(Stored data entries)
>>>

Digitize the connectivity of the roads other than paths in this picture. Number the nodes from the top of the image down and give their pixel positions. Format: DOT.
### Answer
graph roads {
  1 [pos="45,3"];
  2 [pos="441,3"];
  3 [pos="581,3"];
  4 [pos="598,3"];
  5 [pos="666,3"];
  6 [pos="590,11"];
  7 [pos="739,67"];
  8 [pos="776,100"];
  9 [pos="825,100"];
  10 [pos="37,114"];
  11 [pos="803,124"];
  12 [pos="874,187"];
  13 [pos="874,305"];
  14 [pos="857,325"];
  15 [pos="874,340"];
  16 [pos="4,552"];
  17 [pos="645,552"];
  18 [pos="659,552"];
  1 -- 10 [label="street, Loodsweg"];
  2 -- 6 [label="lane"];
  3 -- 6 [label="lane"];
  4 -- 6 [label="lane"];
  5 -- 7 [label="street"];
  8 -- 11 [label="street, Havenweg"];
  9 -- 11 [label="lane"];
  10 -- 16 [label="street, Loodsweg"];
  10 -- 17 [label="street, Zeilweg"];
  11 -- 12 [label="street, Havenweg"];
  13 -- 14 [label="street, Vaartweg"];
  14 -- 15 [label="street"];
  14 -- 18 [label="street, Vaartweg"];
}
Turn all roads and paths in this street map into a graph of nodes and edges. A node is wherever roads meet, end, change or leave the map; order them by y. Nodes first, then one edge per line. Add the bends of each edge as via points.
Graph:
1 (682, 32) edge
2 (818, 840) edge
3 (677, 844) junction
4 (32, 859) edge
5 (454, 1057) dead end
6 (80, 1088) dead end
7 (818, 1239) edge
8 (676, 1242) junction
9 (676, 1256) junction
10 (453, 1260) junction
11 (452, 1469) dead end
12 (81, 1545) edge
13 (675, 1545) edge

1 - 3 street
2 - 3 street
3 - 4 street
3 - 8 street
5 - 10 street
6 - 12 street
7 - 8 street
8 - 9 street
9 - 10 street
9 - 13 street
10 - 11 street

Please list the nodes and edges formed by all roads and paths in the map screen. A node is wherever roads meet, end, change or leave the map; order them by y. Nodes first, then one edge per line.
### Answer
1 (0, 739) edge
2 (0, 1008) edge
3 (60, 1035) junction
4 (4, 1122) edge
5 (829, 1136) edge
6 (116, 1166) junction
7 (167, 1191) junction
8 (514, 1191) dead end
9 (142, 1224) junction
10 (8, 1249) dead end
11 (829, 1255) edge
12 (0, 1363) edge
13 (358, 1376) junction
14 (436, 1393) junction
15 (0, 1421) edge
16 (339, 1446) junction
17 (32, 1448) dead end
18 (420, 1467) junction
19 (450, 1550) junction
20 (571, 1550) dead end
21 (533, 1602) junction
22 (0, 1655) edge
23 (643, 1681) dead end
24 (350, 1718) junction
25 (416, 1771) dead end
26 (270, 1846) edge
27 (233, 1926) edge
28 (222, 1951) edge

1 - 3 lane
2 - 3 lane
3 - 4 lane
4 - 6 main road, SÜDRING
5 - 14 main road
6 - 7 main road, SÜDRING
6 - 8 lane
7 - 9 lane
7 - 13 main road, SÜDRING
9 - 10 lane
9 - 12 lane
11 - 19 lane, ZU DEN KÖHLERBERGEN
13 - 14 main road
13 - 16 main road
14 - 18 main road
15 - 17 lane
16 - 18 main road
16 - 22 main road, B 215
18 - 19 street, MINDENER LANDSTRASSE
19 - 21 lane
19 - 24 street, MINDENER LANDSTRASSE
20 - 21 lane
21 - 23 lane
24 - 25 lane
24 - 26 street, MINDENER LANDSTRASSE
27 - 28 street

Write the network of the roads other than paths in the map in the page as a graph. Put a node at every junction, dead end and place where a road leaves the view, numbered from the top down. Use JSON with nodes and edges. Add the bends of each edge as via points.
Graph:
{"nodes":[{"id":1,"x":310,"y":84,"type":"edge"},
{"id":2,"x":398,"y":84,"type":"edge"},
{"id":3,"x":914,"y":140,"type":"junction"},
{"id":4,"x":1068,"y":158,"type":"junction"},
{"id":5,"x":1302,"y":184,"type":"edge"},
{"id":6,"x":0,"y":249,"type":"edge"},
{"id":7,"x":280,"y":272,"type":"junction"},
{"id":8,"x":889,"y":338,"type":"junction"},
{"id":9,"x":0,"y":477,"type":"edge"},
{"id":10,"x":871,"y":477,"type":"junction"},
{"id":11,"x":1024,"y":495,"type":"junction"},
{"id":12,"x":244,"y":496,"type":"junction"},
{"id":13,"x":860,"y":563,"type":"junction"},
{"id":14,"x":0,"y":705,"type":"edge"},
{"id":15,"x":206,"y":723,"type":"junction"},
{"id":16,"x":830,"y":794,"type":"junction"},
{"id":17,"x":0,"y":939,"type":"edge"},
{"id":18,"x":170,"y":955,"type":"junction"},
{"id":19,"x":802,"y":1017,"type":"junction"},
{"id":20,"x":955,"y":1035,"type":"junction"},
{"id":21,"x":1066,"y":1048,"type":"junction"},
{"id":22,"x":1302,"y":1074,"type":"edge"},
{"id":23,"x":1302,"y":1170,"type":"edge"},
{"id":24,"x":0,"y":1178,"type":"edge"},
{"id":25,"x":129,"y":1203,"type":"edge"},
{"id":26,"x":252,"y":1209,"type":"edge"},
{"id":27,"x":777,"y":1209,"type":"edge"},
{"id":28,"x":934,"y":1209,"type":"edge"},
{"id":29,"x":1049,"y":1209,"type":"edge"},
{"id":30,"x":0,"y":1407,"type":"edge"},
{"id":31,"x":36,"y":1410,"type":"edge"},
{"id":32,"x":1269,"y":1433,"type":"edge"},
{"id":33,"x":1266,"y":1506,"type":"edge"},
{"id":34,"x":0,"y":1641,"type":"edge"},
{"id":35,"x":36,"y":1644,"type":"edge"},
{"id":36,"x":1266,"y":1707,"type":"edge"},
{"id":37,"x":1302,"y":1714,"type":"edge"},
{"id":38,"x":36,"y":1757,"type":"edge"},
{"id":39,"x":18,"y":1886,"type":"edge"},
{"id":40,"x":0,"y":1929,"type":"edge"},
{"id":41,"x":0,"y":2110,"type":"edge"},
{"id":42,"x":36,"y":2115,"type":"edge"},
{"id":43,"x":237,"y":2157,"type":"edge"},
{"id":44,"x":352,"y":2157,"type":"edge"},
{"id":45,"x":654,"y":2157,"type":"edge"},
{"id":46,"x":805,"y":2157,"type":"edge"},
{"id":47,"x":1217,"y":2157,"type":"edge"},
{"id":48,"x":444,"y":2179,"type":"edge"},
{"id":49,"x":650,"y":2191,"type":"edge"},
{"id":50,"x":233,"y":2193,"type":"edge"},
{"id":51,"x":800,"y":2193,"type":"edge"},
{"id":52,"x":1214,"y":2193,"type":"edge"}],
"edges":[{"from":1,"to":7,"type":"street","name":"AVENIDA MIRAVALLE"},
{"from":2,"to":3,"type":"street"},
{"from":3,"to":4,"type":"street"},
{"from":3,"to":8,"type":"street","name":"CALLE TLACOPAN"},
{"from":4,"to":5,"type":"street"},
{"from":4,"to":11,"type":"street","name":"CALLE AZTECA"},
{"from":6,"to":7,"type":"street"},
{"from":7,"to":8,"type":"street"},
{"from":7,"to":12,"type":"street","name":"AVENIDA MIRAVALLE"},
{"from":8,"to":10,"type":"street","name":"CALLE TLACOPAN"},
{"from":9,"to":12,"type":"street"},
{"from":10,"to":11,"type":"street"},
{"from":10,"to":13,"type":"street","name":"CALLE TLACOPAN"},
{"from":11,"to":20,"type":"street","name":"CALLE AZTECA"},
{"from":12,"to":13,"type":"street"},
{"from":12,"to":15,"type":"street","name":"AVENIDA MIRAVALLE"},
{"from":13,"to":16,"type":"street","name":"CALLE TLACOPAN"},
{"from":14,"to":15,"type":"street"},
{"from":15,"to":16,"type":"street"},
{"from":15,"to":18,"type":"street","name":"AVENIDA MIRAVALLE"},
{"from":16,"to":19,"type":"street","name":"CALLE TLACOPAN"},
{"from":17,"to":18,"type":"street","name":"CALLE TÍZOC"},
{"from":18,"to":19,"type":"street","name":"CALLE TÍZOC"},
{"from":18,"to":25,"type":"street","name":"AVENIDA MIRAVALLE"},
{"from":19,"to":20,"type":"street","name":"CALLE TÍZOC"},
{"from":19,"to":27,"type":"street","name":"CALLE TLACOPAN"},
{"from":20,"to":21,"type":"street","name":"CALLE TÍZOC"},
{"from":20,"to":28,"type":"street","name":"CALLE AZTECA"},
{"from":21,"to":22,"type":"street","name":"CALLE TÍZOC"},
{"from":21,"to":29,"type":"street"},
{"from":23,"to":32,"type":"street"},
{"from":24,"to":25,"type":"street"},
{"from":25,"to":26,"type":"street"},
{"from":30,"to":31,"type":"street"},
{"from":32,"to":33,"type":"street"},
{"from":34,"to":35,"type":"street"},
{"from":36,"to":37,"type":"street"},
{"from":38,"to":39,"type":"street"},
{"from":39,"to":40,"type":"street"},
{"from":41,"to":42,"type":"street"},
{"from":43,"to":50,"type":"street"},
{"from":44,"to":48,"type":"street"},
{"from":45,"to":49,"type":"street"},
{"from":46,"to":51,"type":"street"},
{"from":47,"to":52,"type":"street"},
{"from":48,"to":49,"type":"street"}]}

<<<

Once you have identified the lines above that contain "main", copy each of them.

4 - 6 main road, SÜDRING
5 - 14 main road
6 - 7 main road, SÜDRING
7 - 13 main road, SÜDRING
13 - 14 main road
13 - 16 main road
14 - 18 main road
16 - 18 main road
16 - 22 main road, B 215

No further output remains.